Content starts
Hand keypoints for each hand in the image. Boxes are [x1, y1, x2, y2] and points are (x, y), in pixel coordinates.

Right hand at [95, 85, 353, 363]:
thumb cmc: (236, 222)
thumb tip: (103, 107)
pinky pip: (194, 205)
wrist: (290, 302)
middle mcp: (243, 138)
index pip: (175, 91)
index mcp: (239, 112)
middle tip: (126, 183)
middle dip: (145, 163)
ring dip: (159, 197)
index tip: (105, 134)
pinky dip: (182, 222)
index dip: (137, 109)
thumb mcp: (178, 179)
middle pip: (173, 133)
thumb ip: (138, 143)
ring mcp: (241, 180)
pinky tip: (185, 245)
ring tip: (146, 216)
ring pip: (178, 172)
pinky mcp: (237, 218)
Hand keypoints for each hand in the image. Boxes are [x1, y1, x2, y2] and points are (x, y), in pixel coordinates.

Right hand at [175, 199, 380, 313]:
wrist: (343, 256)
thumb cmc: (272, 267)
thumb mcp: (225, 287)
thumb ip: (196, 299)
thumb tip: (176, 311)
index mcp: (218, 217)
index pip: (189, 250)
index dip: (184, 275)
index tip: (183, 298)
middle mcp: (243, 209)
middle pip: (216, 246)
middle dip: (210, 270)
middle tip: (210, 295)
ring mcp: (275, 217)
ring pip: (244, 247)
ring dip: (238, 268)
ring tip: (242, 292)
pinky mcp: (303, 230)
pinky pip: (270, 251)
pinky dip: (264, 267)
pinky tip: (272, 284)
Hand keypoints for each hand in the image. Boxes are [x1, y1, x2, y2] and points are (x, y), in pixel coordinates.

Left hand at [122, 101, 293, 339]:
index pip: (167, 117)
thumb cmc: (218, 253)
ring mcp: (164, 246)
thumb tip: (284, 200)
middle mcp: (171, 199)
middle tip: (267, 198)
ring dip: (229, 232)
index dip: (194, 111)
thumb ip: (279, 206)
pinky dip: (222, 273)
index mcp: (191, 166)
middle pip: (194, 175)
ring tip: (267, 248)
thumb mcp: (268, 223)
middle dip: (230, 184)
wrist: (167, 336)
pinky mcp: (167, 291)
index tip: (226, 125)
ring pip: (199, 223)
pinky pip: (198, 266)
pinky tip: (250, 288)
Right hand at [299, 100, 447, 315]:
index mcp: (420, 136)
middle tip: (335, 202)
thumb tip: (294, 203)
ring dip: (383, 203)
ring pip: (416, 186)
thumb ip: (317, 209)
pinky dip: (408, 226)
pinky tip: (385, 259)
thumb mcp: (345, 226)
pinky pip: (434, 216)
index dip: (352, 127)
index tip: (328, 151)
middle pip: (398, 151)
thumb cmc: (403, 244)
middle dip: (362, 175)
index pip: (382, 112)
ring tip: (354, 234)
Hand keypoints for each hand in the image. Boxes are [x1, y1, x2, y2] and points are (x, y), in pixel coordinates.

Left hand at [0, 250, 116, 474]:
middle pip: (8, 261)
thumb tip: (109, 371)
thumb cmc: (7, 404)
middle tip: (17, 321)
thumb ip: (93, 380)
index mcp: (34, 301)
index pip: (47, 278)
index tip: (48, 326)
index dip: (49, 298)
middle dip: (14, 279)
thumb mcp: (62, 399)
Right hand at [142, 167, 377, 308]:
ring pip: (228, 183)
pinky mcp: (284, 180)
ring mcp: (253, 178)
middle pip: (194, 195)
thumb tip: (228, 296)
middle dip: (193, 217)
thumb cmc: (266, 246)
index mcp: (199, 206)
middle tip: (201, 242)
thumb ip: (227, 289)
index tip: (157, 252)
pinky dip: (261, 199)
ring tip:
Content ends
Content starts
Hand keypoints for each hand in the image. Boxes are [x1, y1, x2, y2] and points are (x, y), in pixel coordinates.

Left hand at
Content ends
Exercise details: Your reply should be the number of lines in the listing above that contain "Right", with nothing added.

Answer space: 4